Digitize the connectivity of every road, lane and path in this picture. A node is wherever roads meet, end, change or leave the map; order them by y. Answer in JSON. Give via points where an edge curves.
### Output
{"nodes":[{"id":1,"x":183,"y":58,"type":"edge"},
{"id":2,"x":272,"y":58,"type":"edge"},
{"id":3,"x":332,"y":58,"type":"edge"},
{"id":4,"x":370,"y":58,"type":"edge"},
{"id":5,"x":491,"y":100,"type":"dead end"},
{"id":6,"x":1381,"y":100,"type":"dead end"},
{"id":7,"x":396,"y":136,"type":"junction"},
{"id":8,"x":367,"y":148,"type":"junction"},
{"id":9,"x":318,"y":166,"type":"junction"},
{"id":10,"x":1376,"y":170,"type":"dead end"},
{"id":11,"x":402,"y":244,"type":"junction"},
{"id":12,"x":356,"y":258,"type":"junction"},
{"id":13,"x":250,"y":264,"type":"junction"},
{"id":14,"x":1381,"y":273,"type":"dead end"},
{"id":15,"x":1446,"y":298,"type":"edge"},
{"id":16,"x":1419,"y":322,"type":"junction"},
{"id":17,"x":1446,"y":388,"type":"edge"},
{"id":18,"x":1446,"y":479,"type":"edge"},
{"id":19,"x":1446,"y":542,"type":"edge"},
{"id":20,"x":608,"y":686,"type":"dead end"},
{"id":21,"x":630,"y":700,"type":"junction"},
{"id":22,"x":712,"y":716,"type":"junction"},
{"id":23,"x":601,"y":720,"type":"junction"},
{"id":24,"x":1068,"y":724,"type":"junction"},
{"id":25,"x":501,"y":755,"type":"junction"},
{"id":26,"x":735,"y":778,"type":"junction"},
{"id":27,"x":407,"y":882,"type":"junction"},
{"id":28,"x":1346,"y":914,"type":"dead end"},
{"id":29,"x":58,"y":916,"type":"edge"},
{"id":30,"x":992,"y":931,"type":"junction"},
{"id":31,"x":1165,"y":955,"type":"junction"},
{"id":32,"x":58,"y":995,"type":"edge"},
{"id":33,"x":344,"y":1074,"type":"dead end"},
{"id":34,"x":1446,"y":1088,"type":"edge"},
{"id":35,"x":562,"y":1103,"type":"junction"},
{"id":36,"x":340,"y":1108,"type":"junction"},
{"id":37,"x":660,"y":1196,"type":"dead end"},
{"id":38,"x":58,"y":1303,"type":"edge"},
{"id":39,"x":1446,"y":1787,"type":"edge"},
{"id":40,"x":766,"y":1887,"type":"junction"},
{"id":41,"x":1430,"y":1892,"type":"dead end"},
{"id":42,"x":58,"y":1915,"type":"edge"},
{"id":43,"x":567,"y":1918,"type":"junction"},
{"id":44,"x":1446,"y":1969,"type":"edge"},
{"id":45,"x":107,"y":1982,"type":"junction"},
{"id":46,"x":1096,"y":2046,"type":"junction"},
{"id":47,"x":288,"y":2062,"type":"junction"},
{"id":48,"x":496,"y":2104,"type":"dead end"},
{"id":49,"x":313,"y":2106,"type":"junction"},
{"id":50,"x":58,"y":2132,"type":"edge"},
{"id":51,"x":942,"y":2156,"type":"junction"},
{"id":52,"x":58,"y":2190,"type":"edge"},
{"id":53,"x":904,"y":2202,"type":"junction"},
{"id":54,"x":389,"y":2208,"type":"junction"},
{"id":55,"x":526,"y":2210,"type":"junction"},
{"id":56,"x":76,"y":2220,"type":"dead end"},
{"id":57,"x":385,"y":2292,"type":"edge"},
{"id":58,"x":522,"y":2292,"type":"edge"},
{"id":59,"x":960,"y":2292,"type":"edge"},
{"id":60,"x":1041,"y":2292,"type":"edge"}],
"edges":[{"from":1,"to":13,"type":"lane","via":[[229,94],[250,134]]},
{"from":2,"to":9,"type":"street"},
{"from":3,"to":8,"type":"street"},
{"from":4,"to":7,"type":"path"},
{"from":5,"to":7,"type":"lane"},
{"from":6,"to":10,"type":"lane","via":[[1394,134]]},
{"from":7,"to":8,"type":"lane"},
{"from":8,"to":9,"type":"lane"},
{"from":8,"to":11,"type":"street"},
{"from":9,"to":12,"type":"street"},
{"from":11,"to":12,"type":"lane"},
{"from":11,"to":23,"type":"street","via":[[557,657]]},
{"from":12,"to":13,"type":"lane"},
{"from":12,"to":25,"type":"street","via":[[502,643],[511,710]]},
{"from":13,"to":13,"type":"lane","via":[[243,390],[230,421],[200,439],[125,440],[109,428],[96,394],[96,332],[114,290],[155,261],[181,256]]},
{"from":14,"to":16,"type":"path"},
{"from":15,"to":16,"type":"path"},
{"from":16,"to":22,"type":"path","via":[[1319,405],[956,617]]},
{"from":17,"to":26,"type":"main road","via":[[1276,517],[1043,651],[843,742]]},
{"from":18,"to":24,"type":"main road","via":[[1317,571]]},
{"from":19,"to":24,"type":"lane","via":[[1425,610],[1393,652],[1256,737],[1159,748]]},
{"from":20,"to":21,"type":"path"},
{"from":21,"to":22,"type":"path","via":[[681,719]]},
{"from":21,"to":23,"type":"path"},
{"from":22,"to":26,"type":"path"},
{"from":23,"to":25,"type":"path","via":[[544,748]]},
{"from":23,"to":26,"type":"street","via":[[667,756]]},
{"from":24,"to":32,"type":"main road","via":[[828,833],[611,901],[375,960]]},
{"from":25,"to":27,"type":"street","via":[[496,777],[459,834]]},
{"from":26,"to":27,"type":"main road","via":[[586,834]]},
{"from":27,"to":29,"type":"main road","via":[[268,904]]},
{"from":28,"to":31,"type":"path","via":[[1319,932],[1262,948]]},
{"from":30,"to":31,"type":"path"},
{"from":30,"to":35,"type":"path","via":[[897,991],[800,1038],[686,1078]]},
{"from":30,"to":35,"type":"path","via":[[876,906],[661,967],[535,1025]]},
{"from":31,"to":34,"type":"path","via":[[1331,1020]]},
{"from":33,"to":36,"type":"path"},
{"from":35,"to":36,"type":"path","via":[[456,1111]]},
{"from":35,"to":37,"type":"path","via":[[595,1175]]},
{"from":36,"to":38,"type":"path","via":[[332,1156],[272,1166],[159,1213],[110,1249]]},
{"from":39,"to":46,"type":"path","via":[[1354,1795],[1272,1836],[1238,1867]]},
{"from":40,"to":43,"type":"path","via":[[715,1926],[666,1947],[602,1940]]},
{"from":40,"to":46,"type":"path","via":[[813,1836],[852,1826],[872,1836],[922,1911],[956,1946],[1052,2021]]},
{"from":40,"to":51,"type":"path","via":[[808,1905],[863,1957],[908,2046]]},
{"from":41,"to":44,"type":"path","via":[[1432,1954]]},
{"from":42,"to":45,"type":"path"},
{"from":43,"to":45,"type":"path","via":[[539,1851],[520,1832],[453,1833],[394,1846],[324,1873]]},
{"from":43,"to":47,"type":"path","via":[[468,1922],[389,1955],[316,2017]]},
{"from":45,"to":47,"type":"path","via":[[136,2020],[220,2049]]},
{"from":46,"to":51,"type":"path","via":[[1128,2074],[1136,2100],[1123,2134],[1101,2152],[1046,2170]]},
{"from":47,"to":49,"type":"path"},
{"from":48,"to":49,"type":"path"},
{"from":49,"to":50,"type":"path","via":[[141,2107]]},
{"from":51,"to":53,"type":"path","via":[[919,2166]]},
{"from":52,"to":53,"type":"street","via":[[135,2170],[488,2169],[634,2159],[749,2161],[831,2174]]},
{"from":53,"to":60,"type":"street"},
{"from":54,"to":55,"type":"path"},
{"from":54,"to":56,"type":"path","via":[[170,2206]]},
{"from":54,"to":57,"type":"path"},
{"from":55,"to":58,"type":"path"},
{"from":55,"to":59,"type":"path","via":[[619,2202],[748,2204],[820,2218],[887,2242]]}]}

************

• WHAT TO DO: Of the lines above, copy each one that contains the word "road".

• ANSWER TO THIS PROBLEM:
Digitize the connectivity of every road, lane and path in this picture. A node is wherever roads meet, end, change or leave the map; order them by y. Answer in JSON. Give via points where an edge curves.
{"from":17,"to":26,"type":"main road","via":[[1276,517],[1043,651],[843,742]]},
{"from":18,"to":24,"type":"main road","via":[[1317,571]]},
{"from":24,"to":32,"type":"main road","via":[[828,833],[611,901],[375,960]]},
{"from":26,"to":27,"type":"main road","via":[[586,834]]},
{"from":27,"to":29,"type":"main road","via":[[268,904]]},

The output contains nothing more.